*WORK INSTRUCTION:*
From the first line to the last, copy the listing exactly and omit the images.

*ENTRIES SUPPLIED:*
• • • •
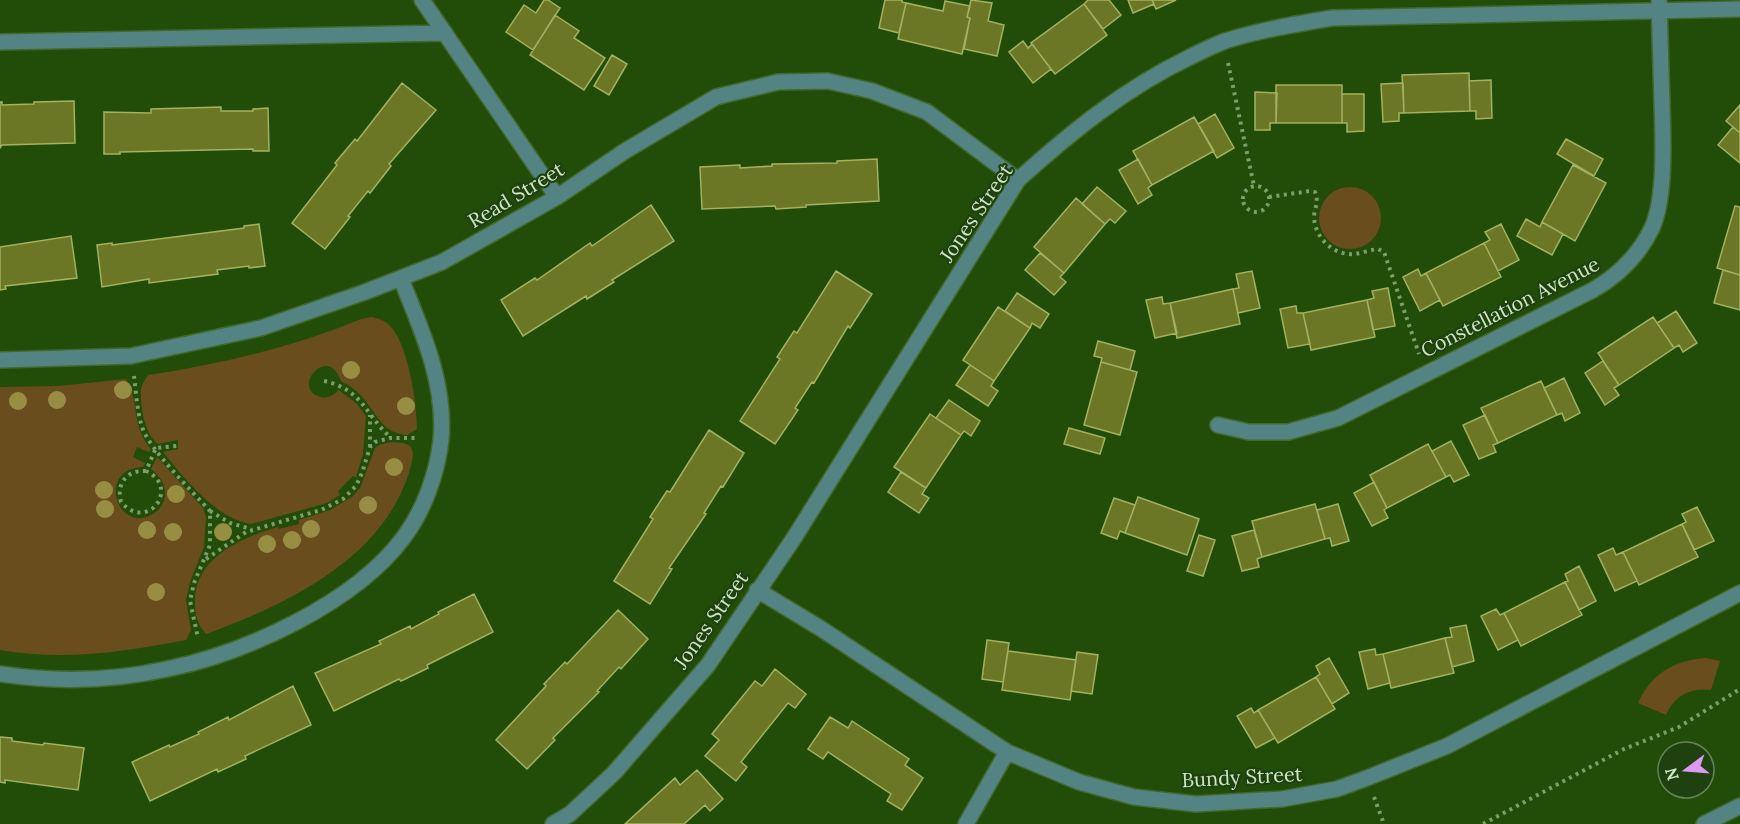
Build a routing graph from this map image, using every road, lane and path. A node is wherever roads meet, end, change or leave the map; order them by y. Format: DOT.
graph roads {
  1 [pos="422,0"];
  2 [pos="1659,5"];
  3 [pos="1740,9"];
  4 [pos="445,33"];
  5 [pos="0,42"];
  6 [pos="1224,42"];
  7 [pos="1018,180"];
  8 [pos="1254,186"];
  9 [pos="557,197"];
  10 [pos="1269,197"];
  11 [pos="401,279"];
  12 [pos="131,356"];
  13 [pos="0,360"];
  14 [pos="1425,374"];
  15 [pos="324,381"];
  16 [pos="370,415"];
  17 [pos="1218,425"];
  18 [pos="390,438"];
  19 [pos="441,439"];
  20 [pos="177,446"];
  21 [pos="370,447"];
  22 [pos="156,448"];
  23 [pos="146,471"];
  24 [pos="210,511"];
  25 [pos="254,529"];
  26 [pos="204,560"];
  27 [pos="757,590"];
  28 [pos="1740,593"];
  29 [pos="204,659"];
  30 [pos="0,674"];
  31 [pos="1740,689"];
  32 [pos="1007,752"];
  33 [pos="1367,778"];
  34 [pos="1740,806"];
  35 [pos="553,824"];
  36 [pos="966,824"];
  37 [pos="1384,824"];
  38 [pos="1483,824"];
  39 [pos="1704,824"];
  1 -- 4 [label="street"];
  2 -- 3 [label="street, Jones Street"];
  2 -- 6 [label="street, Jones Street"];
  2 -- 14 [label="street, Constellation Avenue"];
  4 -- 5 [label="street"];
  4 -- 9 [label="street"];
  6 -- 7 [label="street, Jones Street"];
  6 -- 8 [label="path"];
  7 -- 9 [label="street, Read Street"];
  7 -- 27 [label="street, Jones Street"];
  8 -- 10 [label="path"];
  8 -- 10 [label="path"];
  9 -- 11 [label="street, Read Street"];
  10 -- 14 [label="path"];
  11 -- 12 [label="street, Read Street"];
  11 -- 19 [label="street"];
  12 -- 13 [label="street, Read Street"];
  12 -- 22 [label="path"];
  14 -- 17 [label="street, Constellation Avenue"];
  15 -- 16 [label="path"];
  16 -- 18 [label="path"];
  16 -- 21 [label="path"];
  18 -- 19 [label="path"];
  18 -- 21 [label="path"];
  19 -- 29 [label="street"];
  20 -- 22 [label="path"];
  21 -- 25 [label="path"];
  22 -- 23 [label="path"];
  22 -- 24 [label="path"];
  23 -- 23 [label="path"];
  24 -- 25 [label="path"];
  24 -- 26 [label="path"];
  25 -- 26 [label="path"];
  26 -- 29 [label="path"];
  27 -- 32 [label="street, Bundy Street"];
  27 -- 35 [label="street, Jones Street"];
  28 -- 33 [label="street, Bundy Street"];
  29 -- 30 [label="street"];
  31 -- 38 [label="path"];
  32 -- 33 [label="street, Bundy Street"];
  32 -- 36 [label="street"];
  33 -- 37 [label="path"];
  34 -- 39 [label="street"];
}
• • • •
*SOLUTION TO THIS TASK:*
Build a routing graph from this map image, using every road, lane and path. A node is wherever roads meet, end, change or leave the map; order them by y. Format: DOT.
graph roads {
  1 [pos="422,0"];
  2 [pos="1659,5"];
  3 [pos="1740,9"];
  4 [pos="445,33"];
  5 [pos="0,42"];
  6 [pos="1224,42"];
  7 [pos="1018,180"];
  8 [pos="1254,186"];
  9 [pos="557,197"];
  10 [pos="1269,197"];
  11 [pos="401,279"];
  12 [pos="131,356"];
  13 [pos="0,360"];
  14 [pos="1425,374"];
  15 [pos="324,381"];
  16 [pos="370,415"];
  17 [pos="1218,425"];
  18 [pos="390,438"];
  19 [pos="441,439"];
  20 [pos="177,446"];
  21 [pos="370,447"];
  22 [pos="156,448"];
  23 [pos="146,471"];
  24 [pos="210,511"];
  25 [pos="254,529"];
  26 [pos="204,560"];
  27 [pos="757,590"];
  28 [pos="1740,593"];
  29 [pos="204,659"];
  30 [pos="0,674"];
  31 [pos="1740,689"];
  32 [pos="1007,752"];
  33 [pos="1367,778"];
  34 [pos="1740,806"];
  35 [pos="553,824"];
  36 [pos="966,824"];
  37 [pos="1384,824"];
  38 [pos="1483,824"];
  39 [pos="1704,824"];
  1 -- 4 [label="street"];
  2 -- 3 [label="street, Jones Street"];
  2 -- 6 [label="street, Jones Street"];
  2 -- 14 [label="street, Constellation Avenue"];
  4 -- 5 [label="street"];
  4 -- 9 [label="street"];
  6 -- 7 [label="street, Jones Street"];
  6 -- 8 [label="path"];
  7 -- 9 [label="street, Read Street"];
  7 -- 27 [label="street, Jones Street"];
  8 -- 10 [label="path"];
  8 -- 10 [label="path"];
  9 -- 11 [label="street, Read Street"];
  10 -- 14 [label="path"];
  11 -- 12 [label="street, Read Street"];
  11 -- 19 [label="street"];
  12 -- 13 [label="street, Read Street"];
  12 -- 22 [label="path"];
  14 -- 17 [label="street, Constellation Avenue"];
  15 -- 16 [label="path"];
  16 -- 18 [label="path"];
  16 -- 21 [label="path"];
  18 -- 19 [label="path"];
  18 -- 21 [label="path"];
  19 -- 29 [label="street"];
  20 -- 22 [label="path"];
  21 -- 25 [label="path"];
  22 -- 23 [label="path"];
  22 -- 24 [label="path"];
  23 -- 23 [label="path"];
  24 -- 25 [label="path"];
  24 -- 26 [label="path"];
  25 -- 26 [label="path"];
  26 -- 29 [label="path"];
  27 -- 32 [label="street, Bundy Street"];
  27 -- 35 [label="street, Jones Street"];
  28 -- 33 [label="street, Bundy Street"];
  29 -- 30 [label="street"];
  31 -- 38 [label="path"];
  32 -- 33 [label="street, Bundy Street"];
  32 -- 36 [label="street"];
  33 -- 37 [label="path"];
  34 -- 39 [label="street"];
}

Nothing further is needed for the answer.